8550 Background: Survival outcomes for patients with adenosquamous carcinoma of the lung are not well understood by virtue of reduced prevalence. The objective of this study is to compare the long-term survival among patients with adenocarcinoma, squamous cell carcinoma and adenosquamous carcinoma of the lung. Methods: Overall survival of all patients with adenosquamous carcinoma, squamous cell carcinoma, and adenocarcinoma who received guideline-concordant treatment for T1-2N0M0 from 2004-2017 in the National Cancer Data Base was assessed using Kaplan-Meier analysis, multivariable Cox proportional hazard analysis, and propensity score-matched analysis. Results: Among patients who met study criteria (N = 88,983), there were 2,469 (2.77%) patients with adenosquamous, 60,148 (67.59%) with adenocarcinoma and 26,366 (29.63%) with squamous cell carcinoma histology. In patients who had T1-T2 N0 M0 disease, adenosquamous carcinoma was associated with significantly worse 5-year overall survival (58.9% [95%CI:56.6%-61.1%]) when compared with adenocarcinoma (72.4% [95% CI:72.0%-72.8%]) and squamous cell carcinoma (62.6% [95% CI:61.9%-63.3%]). In multivariable Cox proportional hazards analysis, adenocarcinoma (HR 0.81 [95% CI:0.76-0.87], p < 0.001) and squamous cell carcinoma (HR 0.86 [95% CI:0.80-0.92], p < 0.001) continued to be associated with significantly better survival when compared to adenosquamous carcinoma histology. A propensity score-matched analysis of 1,854 adenocarcinoma and 1,854 adenosquamous patients who were well matched by 17 common prognostic covariates (including tumor size and comorbidities) found that adenosquamous histology (57.2% [95% CI:54.7%-59.6%]) was associated with worse survival when compared to adenocarcinoma (63.0% [95% CI:60.6%-65.4%]). An additional propensity score-matched analysis of 1,852 squamous cell carcinoma and 1,852 adenosquamous patients matched by the same covariates demonstrated that adenosquamous carcinoma (57.1% [95%CI:54.6%-59.6%]) was associated with worse survival when compared with squamous cell carcinoma (64.0% [95% CI:61.5%-66.4%]).
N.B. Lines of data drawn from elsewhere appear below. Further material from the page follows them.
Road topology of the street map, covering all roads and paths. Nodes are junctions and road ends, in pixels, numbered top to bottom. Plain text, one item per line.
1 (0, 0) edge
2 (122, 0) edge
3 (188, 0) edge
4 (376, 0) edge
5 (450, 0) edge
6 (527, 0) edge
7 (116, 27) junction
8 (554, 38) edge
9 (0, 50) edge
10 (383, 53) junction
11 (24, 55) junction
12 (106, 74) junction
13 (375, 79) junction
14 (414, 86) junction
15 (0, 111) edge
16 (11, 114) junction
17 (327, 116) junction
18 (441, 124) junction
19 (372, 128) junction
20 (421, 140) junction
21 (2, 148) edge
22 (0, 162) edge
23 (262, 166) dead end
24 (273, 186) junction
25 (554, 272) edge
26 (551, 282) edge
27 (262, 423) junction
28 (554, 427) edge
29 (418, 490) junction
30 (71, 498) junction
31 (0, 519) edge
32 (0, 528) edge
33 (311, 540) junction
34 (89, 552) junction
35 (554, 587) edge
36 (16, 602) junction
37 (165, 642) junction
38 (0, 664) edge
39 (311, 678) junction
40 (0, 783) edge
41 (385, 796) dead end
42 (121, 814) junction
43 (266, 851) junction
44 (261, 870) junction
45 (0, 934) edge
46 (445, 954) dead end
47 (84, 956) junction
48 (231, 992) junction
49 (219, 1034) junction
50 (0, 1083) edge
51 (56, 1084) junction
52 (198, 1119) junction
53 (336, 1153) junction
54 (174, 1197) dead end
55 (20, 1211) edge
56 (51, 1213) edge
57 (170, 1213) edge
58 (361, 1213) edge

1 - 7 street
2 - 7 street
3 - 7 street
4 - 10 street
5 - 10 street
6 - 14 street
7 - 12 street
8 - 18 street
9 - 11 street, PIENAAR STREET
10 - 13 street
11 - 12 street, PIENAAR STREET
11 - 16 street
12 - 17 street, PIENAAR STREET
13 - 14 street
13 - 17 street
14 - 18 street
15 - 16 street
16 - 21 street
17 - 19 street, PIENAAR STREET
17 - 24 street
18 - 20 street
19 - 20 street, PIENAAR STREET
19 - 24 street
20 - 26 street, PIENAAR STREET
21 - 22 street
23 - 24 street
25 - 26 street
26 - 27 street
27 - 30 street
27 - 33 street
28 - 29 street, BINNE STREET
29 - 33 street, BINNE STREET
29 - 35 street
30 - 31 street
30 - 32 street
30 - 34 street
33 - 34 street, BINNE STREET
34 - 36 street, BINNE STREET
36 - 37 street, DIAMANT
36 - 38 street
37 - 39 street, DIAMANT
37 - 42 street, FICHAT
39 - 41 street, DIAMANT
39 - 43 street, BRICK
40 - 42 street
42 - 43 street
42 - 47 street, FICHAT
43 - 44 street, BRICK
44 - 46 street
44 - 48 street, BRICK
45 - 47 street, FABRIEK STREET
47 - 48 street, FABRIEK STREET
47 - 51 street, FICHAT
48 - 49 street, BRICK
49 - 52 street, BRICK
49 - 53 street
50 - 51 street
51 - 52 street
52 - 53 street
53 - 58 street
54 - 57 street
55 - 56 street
Conclusions: Early stage adenosquamous carcinoma of the lung is associated with worse overall survival compared to its individual histologic components of adenocarcinoma or squamous cell carcinoma. These observations in both the unmatched and propensity matched patient cohorts invoke consideration of multimodality therapy for these early tumors.